Why Data Replication Appliances Are High-Value Targets
RecoverPoint appliances occupy a uniquely privileged network position: they sit between production and disaster recovery infrastructure, replicating data across storage arrays in real time. Compromise of a RecoverPoint appliance provides:
- Read access to replicated data streams — potentially including databases, file shares, and application data being replicated to DR sites
- Network adjacency to storage infrastructure — connectivity to storage arrays that may not be accessible from standard enterprise segments
- Long-term persistence — appliances are rarely reimaged and patch cycles for specialised infrastructure are often slower than standard server estate
This makes backup and replication infrastructure a high-value secondary target for espionage actors who have already established initial access and are seeking durable presence and data collection capability.
Recommended Actions
- Patch immediately: Apply Dell DSA-2026-079 to all RecoverPoint appliances. The patch removes the hardcoded credentials. Confirm patch application via the Dell support portal.
- Rotate all credentials used by RecoverPoint appliances for external system authentication — Active Directory service accounts, storage array credentials, vCenter accounts — as a precaution in case these were captured during any compromise window.
- Hunt for SLAYSTYLE indicators: Review Tomcat web application directories (
webapps/ROOT/) for unexpected.jsp,.war, or.classfiles. Check Tomcat access logs for unusual authenticated requests prior to your patch date. - Extend EDR/NDR visibility to appliances: Where possible, ensure RecoverPoint management interfaces are monitored for outbound connections, particularly to unusual external IPs. BRICKSTORM uses encrypted C2 — look for sustained encrypted outbound connections to non-corporate destinations from appliance IPs.
- Segment RecoverPoint management interfaces: The Tomcat management console should never be reachable from the internet. Confirm firewall rules restrict access to dedicated management VLANs. If internet-exposed, treat the appliance as compromised until proven otherwise.
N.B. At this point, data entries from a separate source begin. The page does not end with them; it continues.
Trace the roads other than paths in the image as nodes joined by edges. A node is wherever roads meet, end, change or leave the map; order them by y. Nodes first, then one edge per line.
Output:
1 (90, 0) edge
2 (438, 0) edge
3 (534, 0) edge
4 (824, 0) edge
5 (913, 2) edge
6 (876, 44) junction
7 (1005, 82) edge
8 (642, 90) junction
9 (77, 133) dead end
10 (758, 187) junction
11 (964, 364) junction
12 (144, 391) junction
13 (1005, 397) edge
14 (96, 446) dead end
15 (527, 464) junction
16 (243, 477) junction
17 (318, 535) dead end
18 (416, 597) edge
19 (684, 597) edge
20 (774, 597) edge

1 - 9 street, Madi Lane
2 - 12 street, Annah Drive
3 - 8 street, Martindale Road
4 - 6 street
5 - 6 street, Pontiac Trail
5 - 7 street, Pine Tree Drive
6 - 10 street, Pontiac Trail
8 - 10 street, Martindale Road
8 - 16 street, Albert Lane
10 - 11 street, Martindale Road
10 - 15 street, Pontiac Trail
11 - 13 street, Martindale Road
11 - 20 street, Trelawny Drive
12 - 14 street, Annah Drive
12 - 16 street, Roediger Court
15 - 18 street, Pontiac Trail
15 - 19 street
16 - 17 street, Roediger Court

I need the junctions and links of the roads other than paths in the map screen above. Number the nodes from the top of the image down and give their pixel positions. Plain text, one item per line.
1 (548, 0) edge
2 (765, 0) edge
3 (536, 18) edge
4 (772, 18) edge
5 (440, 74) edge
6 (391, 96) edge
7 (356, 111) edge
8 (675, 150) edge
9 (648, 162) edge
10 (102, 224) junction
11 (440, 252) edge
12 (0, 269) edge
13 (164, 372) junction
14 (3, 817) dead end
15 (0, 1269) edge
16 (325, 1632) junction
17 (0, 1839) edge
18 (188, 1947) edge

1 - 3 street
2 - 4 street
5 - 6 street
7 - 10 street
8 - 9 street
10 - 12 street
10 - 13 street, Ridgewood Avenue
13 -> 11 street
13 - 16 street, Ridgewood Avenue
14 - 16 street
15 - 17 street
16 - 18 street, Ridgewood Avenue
- Engage Dell Support: If you cannot confirm patch status or suspect prior compromise, open a case with Dell Professional Services for incident assessment support.
Broader Context
The UNC6201 campaign is a reminder that specialised infrastructure — backup systems, replication appliances, storage controllers — receives far less security scrutiny than standard servers and workstations, despite occupying highly privileged positions in the network. Security teams that focus detection and monitoring investment on the endpoint and perimeter tiers while leaving infrastructure appliances unmonitored create the exact blind spots that sophisticated actors deliberately seek. Inventory, patch, and monitor every device with network access — not just those running a standard OS.